Ele reflete sobre essas personagens e seus estados, essas pessoas que há anos convivem juntas e são apaixonadas, mas que, ainda assim, não deixam transparecer por completo essa afeição de sua relação.

Porque, de certa forma, a herança que ambas carregam não se trata apenas no que diz respeito aos bens de suas famílias, que agora vendem para suprir suas dívidas.

Há também o receio em relação a esse estigma, ainda tratado com vergonhoso e irracional preconceito, que as tornou nestas figuras contidas.

Uma vez separadas, deveras à contragosto e para desamparo de uma delas, as duas passam a explorar a solidão, em um sentido também figurado, cada uma à sua maneira.

Nos encontros esporádicos as desavenças se tornam mais claras, mas o romance entre as duas sempre impera sobre qualquer empecilho.
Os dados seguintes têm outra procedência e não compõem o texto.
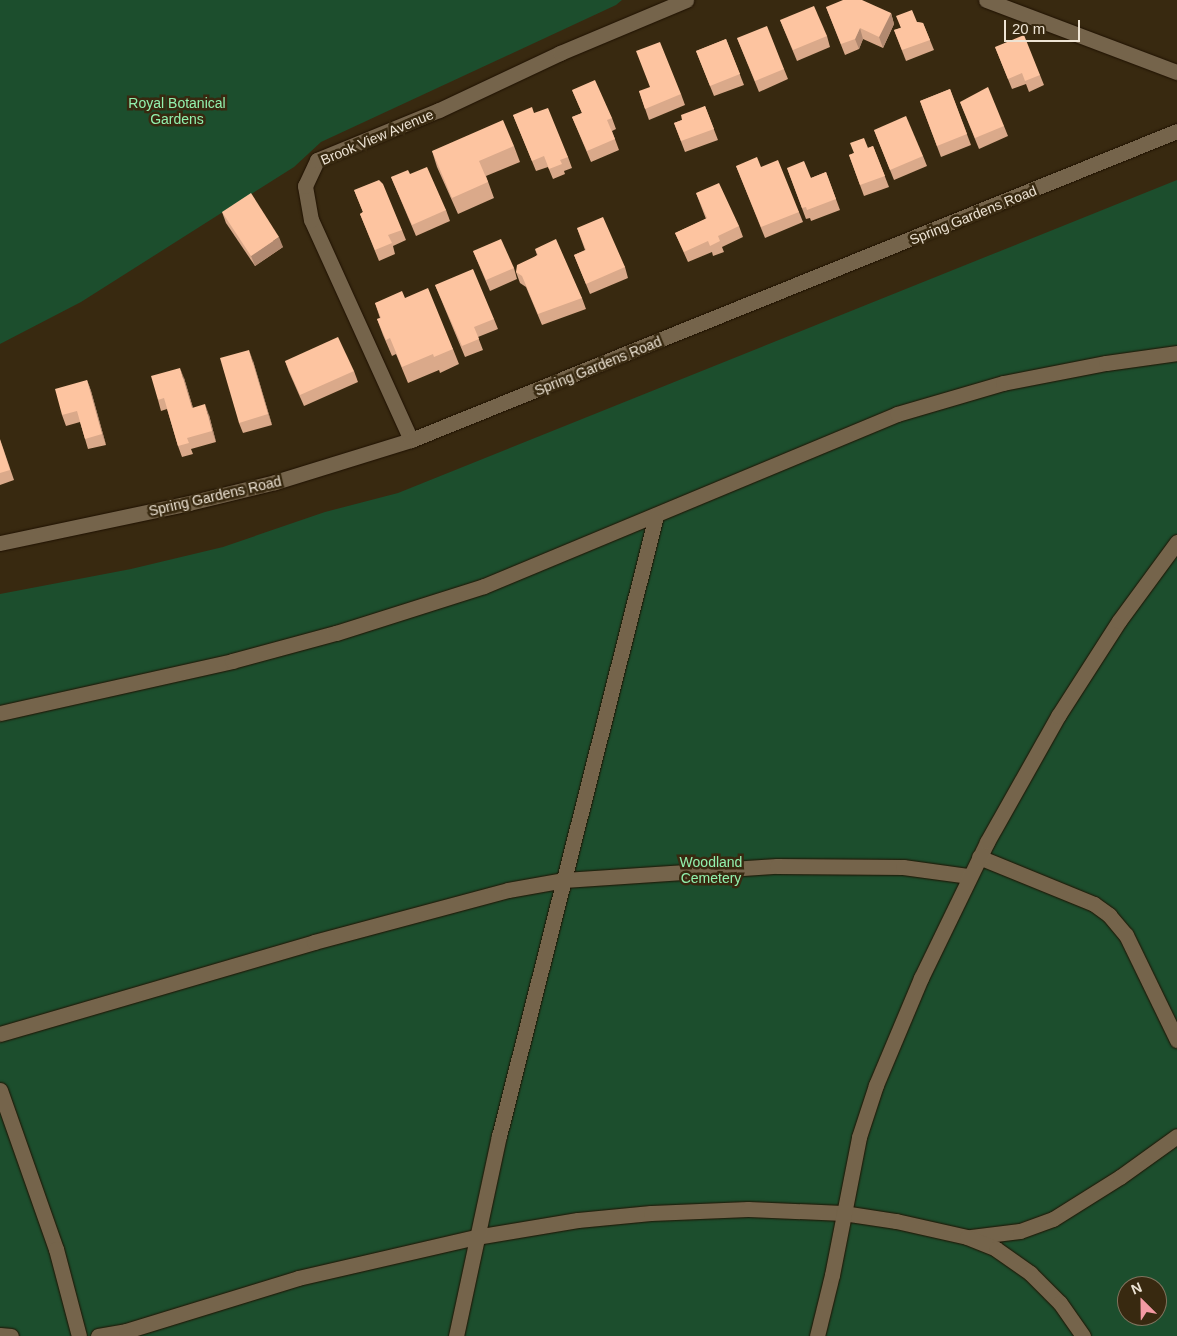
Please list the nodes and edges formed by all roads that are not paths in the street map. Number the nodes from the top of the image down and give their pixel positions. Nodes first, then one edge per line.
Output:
1 (655, 0) edge
2 (686, 0) edge
3 (986, 0) edge
4 (632, 22) junction
5 (1177, 72) edge
6 (1177, 131) edge
7 (1177, 353) edge
8 (411, 440) junction
9 (656, 516) junction
10 (1177, 542) edge
11 (0, 543) edge
12 (0, 713) edge
13 (979, 857) junction
14 (970, 876) junction
15 (564, 880) junction
16 (0, 1034) edge
17 (1177, 1040) edge
18 (0, 1090) edge
19 (1177, 1136) edge
20 (843, 1214) junction
21 (476, 1237) junction
22 (967, 1237) junction
23 (0, 1335) edge
24 (11, 1336) edge
25 (79, 1336) edge
26 (98, 1336) edge
27 (456, 1336) edge
28 (817, 1336) edge
29 (1083, 1336) edge

1 - 4 street
2 - 4 street, Brook View Avenue
3 - 5 street
4 - 8 street, Brook View Avenue
6 - 8 street, Spring Gardens Road
7 - 9 street
8 - 11 street, Spring Gardens Road
9 - 12 street
9 - 15 street
10 - 13 street
13 - 14 street
13 - 17 street
14 - 15 street
14 - 20 street
15 - 16 street
15 - 21 street
18 - 25 street
19 - 22 street
20 - 21 street
20 - 22 street
20 - 28 street
21 - 26 street
21 - 27 street
22 - 29 street
23 - 24 street

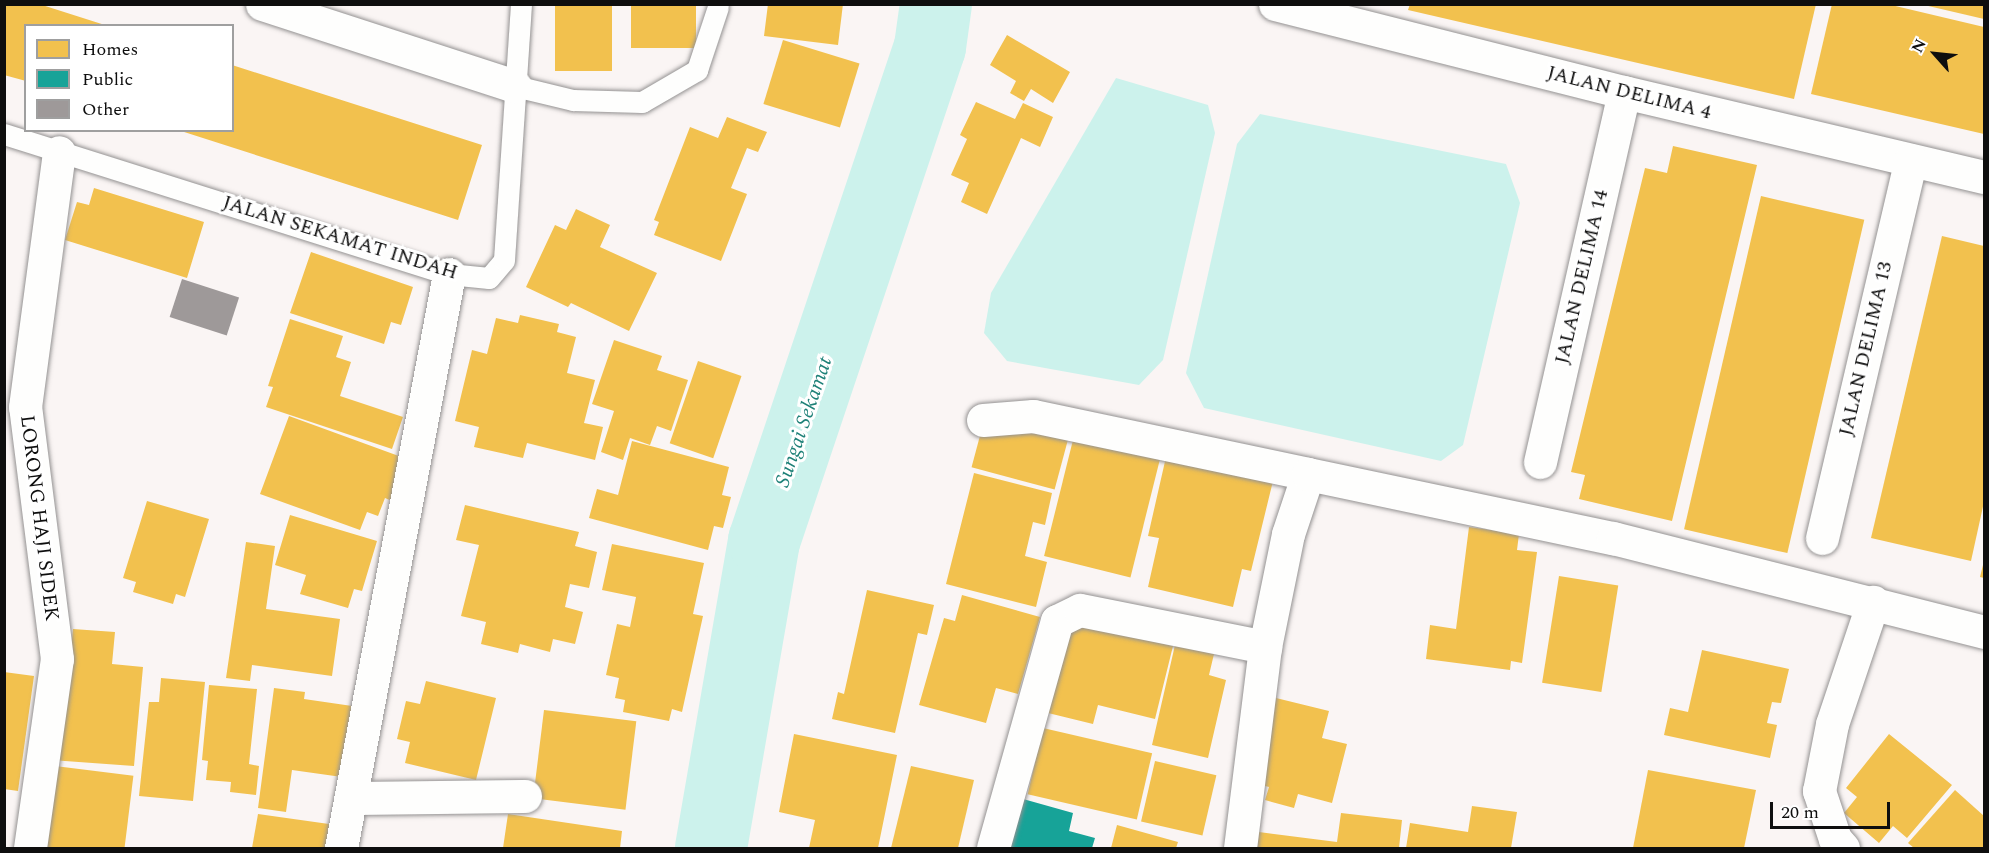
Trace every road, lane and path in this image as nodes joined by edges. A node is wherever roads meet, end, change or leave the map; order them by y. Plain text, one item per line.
1 (262, 4) edge
2 (521, 4) edge
3 (1287, 6) edge
4 (718, 7) dead end
5 (515, 87) junction
6 (1624, 92) junction
7 (4, 134) edge
8 (59, 152) junction
9 (1911, 160) junction
10 (1984, 177) edge
11 (449, 274) junction
12 (983, 420) dead end
13 (1540, 462) dead end
14 (1308, 474) junction
15 (1822, 538) dead end
16 (1873, 602) junction
17 (1984, 632) edge
18 (1265, 648) junction
19 (525, 796) dead end
20 (351, 798) junction
21 (30, 849) edge
22 (341, 849) edge
23 (993, 849) edge
24 (1240, 849) edge
25 (1843, 849) edge

1 - 5 street
2 - 5 lane, JALAN SEKAMAT INDAH
3 - 6 street, JALAN DELIMA 4
4 - 5 lane
5 - 11 lane, JALAN SEKAMAT INDAH
6 - 9 street, JALAN DELIMA 4
6 - 13 street, JALAN DELIMA 14
7 - 8 lane, JALAN SEKAMAT INDAH
8 - 11 lane, JALAN SEKAMAT INDAH
8 - 21 street, LORONG HAJI SIDEK
9 - 10 street, JALAN DELIMA 4
9 - 15 street, JALAN DELIMA 13
11 - 20 street
12 - 14 street
14 - 16 street
14 - 18 street
16 - 17 street
16 - 25 street
18 - 23 street
18 - 24 street
19 - 20 street
20 - 22 street

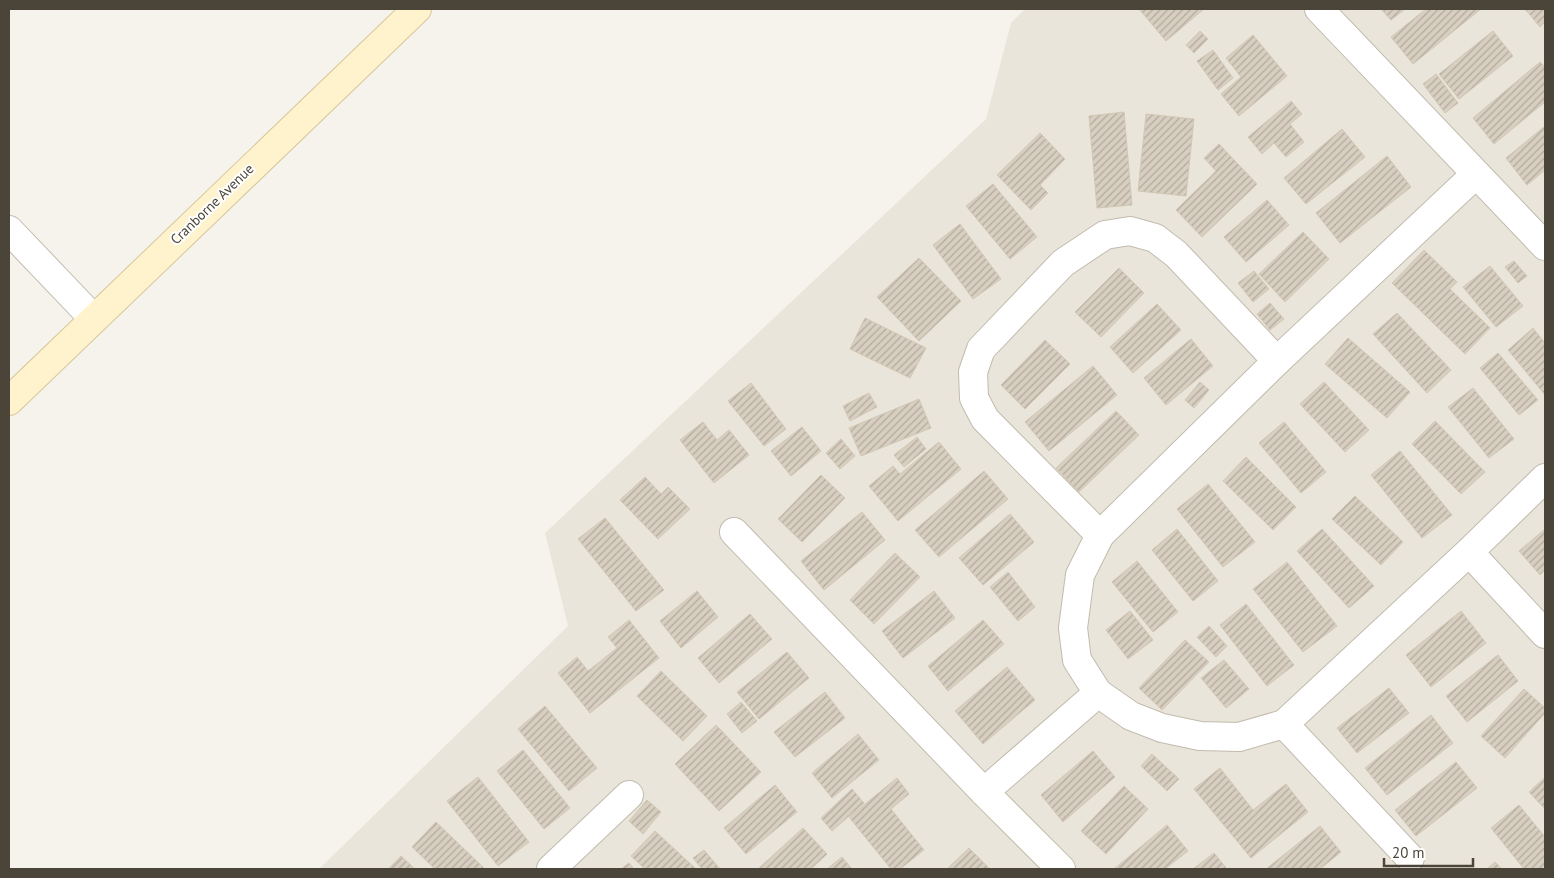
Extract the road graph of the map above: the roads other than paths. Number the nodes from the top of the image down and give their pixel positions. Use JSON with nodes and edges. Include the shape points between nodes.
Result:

Chela (Ana Brun), afinal, sempre está lá para ir de encontro a Chiquita (Margarita Irun).

Mas é sutilmente que As Herdeiras justapõe a vida à parte de ambas e inverte os polos da relação, pois, no fim das contas, quando uma parecia ser mais dependente da outra, tudo torna-se uma reviravolta que espirala em mudanças que podem não ter retorno.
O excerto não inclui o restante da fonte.